For the first half day in Venice, I found no adequate words to describe what I was seeing or feeling. I walked a labyrinth of passages while watching something quite incredible. The buildings, the boats and the canals seemed held together in a marvelous balance yet I couldn’t grasp what was plainly there for me to see. And it wasn’t until I sat to sip an Americano a table alongside a canal that I fully understood what it was I was supposed to see. Reflections! Amazing reflections. Everywhere. Reflections mirroring everything in the city to make it seem like two cities. Reflections enveloping me like I’m floating inside a balloon with lovely dreams painted on the sides.

“Venice Siesta” is one of the uncountable reflections I enjoyed in Venice. I have a series of these to paint.

Two weeks ago I was in Venice, Italy, where I’m pretty sure I walked along every canal in the city although it is easy to be fooled about this given how streets and canals mingle. Certainly I encountered the same space more than once on a number of occassions: some people might call this being lost but I will only say it was so good at such locations the first time that to return was even more delightful. I will, however, confess to feeling overwelmed at the end of each day: visually overwhelmed to be specific. The oasis for me amidst all this was watching reflections on the water.

“Venice Reflections” relates to this oasis. I found this one mid-morning when I’d bought a wonderful espresso and stood outside the shop to watch things as I sipped absorbingly. Buildings everywhere in Venice seem newly painted with versions of patina and the canals blend these in soothing melodies like no where else I know. Big patches of dancing colours disturbed only by boats slicing through to spalsh everything back onto the buildings.

A family asked if I would paint them as they walked along a favourite place they have on the shores of Prince Edward Island. Yes! Of course! No question!

And so I did:):):)

This moment, in a family’s life, may now be savoured  for generations to come in a much different way than buried images in a photograph album or in a digital archive.
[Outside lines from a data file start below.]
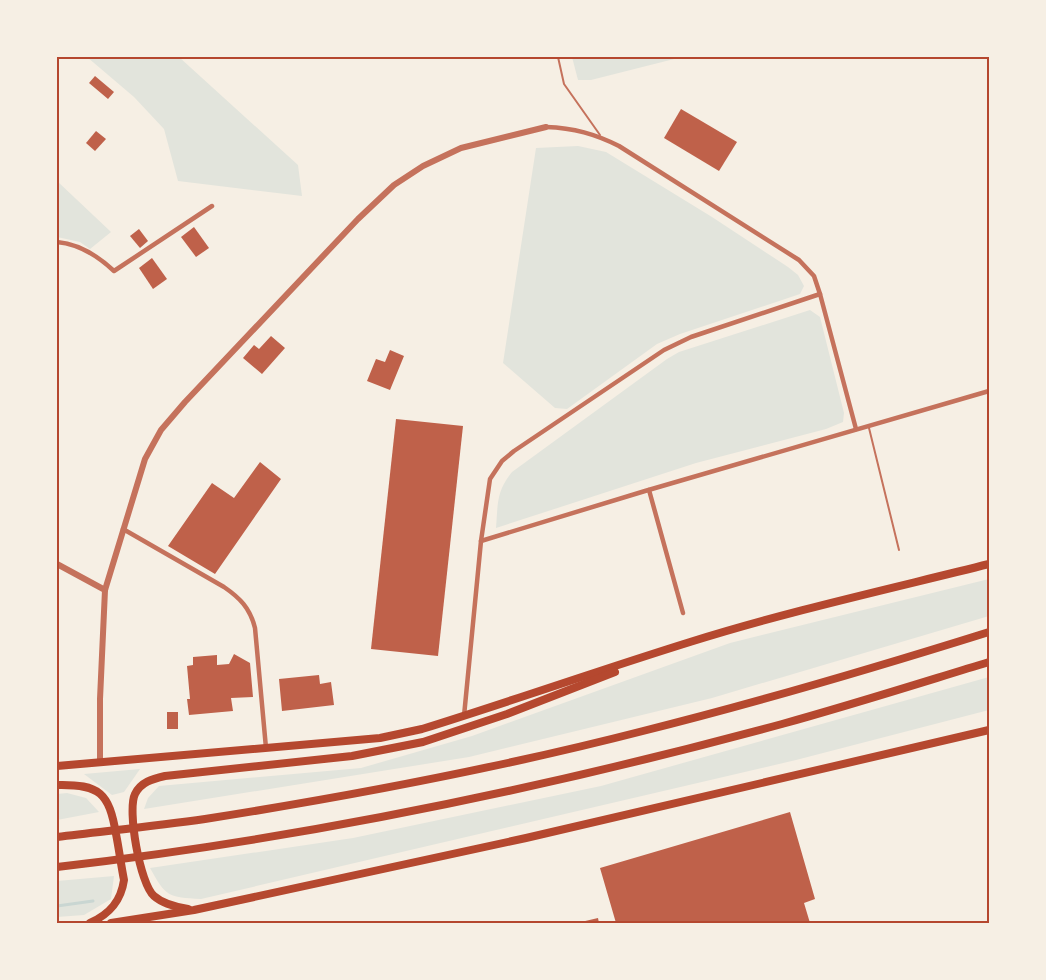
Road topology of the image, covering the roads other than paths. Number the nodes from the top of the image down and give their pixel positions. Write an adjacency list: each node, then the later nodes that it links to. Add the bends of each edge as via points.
1 (558, 57): 3 (lane, via 564,84)
2 (546, 127): 3 (street, via 577,129); 11 (street, via 444,155 409,174 376,201 161,430 145,459)
3 (601, 137): 6 (street, via 799,260 813,276)
4 (212, 206): 5 (street, via 114,272 82,248)
5 (57, 243)
6 (820, 294): 9 (street); 12 (street, via 674,345 514,451 490,479)
7 (989, 391): 8 (street)
8 (868, 426): 9 (street); 13 (lane)
9 (856, 429): 10 (street)
10 (649, 490): 12 (street); 17 (street)
11 (123, 529): 16 (street); 23 (street, via 224,586 249,609 255,628)
12 (482, 541): 21 (street)
13 (899, 550)
14 (57, 564): 16 (street)
15 (989, 564): 19 (main road)
16 (105, 590): 24 (street)
17 (683, 613)
18 (989, 632): 27 (highway, via 787,693 517,760 204,819)
19 (691, 642): 21 (main road); 29 (main road, via 507,714 423,742 352,756 152,779 142,784 131,809 142,873 152,895 173,906)
20 (989, 662): 28 (highway, via 783,724 530,786 362,820)
21 (464, 716): 23 (main road, via 380,738)
22 (989, 730): 29 (main road)
23 (266, 748): 24 (main road)
24 (100, 762): 25 (main road)
25 (57, 766)
26 (57, 785): 31 (main road, via 96,790 111,808 124,880 122,892 108,913)
27 (57, 837)
28 (57, 867)
29 (195, 910): 30 (main road)
30 (131, 922): 32 (main road)
31 (90, 923)
32 (111, 923)

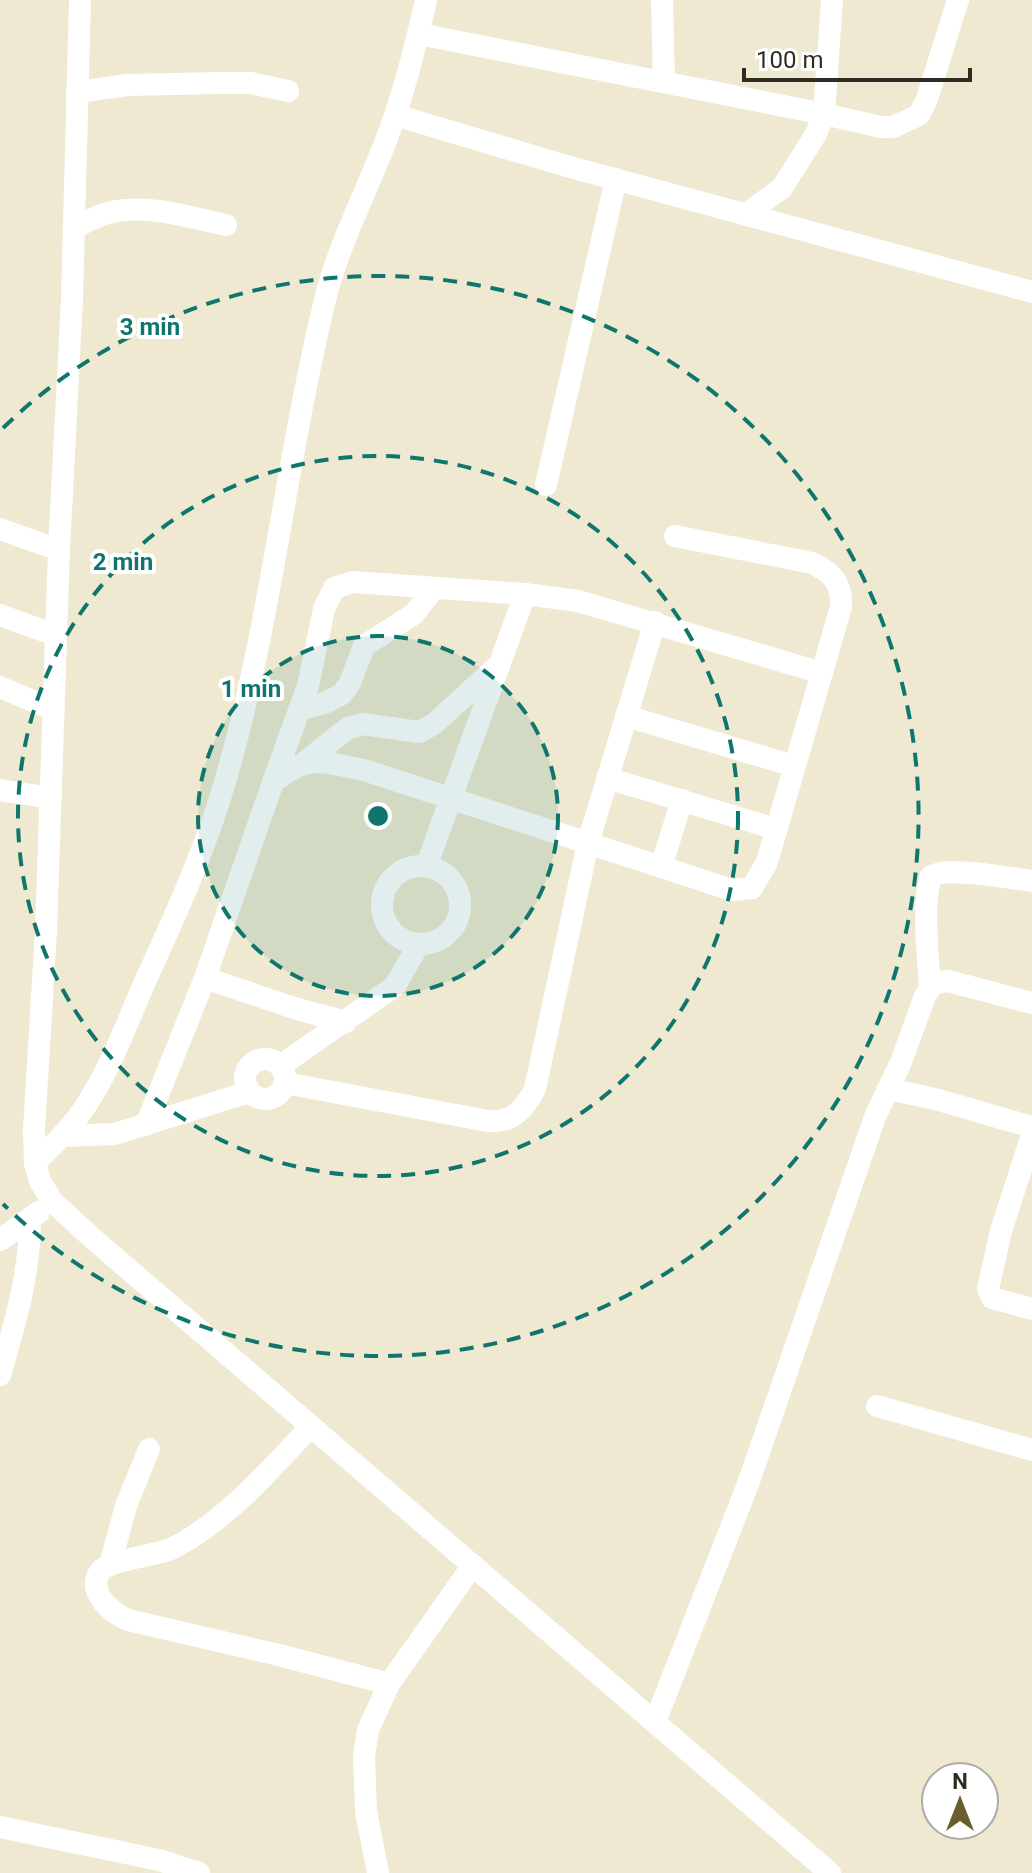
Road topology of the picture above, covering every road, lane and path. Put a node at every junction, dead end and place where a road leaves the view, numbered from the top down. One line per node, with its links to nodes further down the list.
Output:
1 (80, 0): 9 (street)
2 (426, 0): 6 (street)
3 (662, 0): 7 (street)
4 (832, 0): 10 (street)
5 (958, 0): 10 (street)
6 (419, 34): 7 (street); 11 (street)
7 (664, 80): 10 (street)
8 (288, 91): 9 (street)
9 (77, 92): 15 (street)
10 (824, 114): 13 (street)
11 (395, 115): 12 (street); 58 (street)
12 (616, 179): 13 (street); 17 (street)
13 (745, 215): 16 (street)
14 (226, 225): 15 (street)
15 (74, 228): 20 (street)
16 (1032, 292)
17 (546, 485)
18 (0, 529): 20 (street)
19 (675, 536): 27 (street)
20 (59, 550): 25 (street)
21 (434, 588): 22 (street); 28 (street); 31 (street)
22 (525, 594): 24 (street); 26 (street)
23 (0, 615): 25 (street)
24 (655, 622): 27 (street); 32 (street)
25 (55, 635): 30 (street)
26 (499, 666): 33 (street); 40 (street)
27 (822, 673): 35 (street)
28 (350, 683): 31 (street); 33 (street)
29 (0, 687): 30 (street)
30 (54, 710): 39 (street)
31 (299, 710): 37 (street)
32 (626, 716): 35 (street); 36 (street)
33 (372, 726): 34 (street)
34 (305, 762): 37 (street); 40 (street)
35 (794, 766): 42 (street)
36 (607, 778): 41 (street); 43 (street)
37 (273, 782): 48 (street)
38 (0, 790): 39 (street)
39 (51, 798): 59 (street)
40 (450, 799): 43 (street); 44 (street)
41 (682, 800): 42 (street); 45 (street)
42 (776, 829): 45 (street)
43 (588, 843): 45 (street); 52 (street)
44 (426, 867): 47 (street); 47 (street)
45 (661, 867)
46 (1032, 881): 49 (street)
47 (419, 944): 51 (street)
48 (205, 978): 51 (street); 55 (street)
49 (930, 986): 50 (street); 53 (street)
50 (1032, 1003)
51 (346, 1022): 52 (street)
52 (283, 1074): 54 (street); 54 (street)
53 (888, 1089): 56 (street); 72 (street)
54 (249, 1092): 55 (street)
55 (146, 1125): 58 (street)
56 (1032, 1127)
57 (1032, 1135): 63 (street)
58 (62, 1136): 59 (street)
59 (35, 1163): 60 (street)
60 (52, 1201): 61 (street); 66 (street)
61 (30, 1219): 62 (street); 64 (street)
62 (0, 1240)
63 (1032, 1309)
64 (0, 1375)
65 (877, 1406): 68 (street)
66 (311, 1426): 69 (street); 70 (street)
67 (149, 1449): 69 (street)
68 (1032, 1450)
69 (110, 1565): 71 (street)
70 (473, 1565): 71 (street); 72 (street)
71 (389, 1684): 75 (street)
72 (655, 1722): 76 (street)
73 (0, 1827): 74 (street)
74 (199, 1873)
75 (378, 1873)
76 (830, 1873)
It is simply an everyday moment for this family as they return to this place often. Everyday moments matter so much. And for me it is an intimate moment as I seek out a tactile intimacy in a canvas: intimacy dwells   significantly for me in this 16″x20″ painting.

A request like this shakes my focus to bring new meditations and take my palate to new places. Moments that influence me more than anything.

“Trees By The River”

January 15, 2010

Late summer. An outake stream from the river is already running shallow but there’s  enough water still for reflections to dance within the ripples. Sit here for an hour. Lose touch with the pace of life: listen to the water, the breeze, the birds, and watch how gentle the movements of colour are.

The is no ego in this place. Everything simply is what it is.

_______________________________________

“Trees By The River” is 12″x10″: acrylic on canvas.